Per concludere, dall’analisi della postura del Regno di Sardegna e del Regno d’Italia (suo successore de facto e de iure) nel “torneo d’ombre” anglo-russo in Oriente emerge ancora una volta l’elemento caratterizzante ed originale del revisionismo piemontese individuato da Lorenzo Termine e Gabriele Natalizia in “Gli insoddisfatti. Le potenze revisioniste nella teoria realista delle relazioni internazionali” in quanto ancora una volta tutte le azioni portate avanti dal decisore politico e dall’attore militare e diplomatico sul campo sono state al di sotto della soglia del conflitto aperto ed ha portato il Paese ad essere soggetto ed insieme oggetto delle trasformazioni del sistema internazionale nato a Vienna nel 1814-1815 e messo in discussione proprio dal processo di unificazione italiano.

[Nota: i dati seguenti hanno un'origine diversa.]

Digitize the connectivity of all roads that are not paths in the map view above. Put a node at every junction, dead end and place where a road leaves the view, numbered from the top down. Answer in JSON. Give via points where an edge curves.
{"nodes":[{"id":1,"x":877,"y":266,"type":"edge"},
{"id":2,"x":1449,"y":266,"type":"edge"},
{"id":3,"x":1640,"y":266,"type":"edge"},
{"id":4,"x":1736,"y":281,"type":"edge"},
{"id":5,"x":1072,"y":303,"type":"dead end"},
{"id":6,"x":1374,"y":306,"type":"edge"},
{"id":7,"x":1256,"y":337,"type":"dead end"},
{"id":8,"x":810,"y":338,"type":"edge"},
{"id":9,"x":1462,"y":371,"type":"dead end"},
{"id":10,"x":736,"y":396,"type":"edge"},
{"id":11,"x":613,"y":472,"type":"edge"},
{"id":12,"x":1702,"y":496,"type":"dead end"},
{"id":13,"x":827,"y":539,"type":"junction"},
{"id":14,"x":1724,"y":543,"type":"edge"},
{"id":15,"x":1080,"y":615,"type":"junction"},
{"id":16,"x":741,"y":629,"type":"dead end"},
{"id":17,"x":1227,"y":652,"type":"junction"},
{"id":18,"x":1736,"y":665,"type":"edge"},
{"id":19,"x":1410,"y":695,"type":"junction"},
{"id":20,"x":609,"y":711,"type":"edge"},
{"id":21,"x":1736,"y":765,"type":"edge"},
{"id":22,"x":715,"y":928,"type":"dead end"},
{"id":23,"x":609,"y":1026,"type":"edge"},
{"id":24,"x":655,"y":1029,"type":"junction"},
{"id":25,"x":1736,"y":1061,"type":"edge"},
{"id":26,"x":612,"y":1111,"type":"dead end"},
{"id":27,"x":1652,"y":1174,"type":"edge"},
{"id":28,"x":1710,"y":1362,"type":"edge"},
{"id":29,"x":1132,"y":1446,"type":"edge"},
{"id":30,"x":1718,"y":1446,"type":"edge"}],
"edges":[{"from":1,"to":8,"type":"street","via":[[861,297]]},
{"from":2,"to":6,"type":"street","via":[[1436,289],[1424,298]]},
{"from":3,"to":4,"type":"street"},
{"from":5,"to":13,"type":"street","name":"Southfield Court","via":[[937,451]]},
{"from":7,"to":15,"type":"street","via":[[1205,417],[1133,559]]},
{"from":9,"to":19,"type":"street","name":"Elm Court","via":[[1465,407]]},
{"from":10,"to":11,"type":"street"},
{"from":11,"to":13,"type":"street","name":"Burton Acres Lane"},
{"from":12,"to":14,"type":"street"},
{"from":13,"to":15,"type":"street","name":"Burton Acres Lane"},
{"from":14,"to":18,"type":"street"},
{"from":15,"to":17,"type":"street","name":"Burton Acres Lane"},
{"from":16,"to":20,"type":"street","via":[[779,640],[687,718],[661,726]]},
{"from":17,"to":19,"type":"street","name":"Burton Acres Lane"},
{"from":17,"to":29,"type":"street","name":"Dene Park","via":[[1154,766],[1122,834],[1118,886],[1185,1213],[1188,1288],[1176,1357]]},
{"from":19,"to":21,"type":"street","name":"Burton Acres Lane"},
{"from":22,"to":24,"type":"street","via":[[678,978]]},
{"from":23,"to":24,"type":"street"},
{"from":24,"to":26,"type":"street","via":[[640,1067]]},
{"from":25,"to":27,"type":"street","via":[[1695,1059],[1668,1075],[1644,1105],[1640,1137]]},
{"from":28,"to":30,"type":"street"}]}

La presenza della Legazione straordinaria italiana in Persia e nel Caucaso ha contribuito – anche se non causa di risultati tangibili in breve termine – a rafforzare la presenza del Regno d’Italia nel sistema internazionale basato sulla partecipazione al “Concerto d’Europa” ed al “Concerto d’Oriente” ed è stato senza dubbio uno dei fattori della “virata” di Torino verso il revisionismo incrementale dopo la fase rivoluzionaria avviata con la prima guerra d’indipendenza del 1848 e terminata solo con la presa di Roma nel 1870.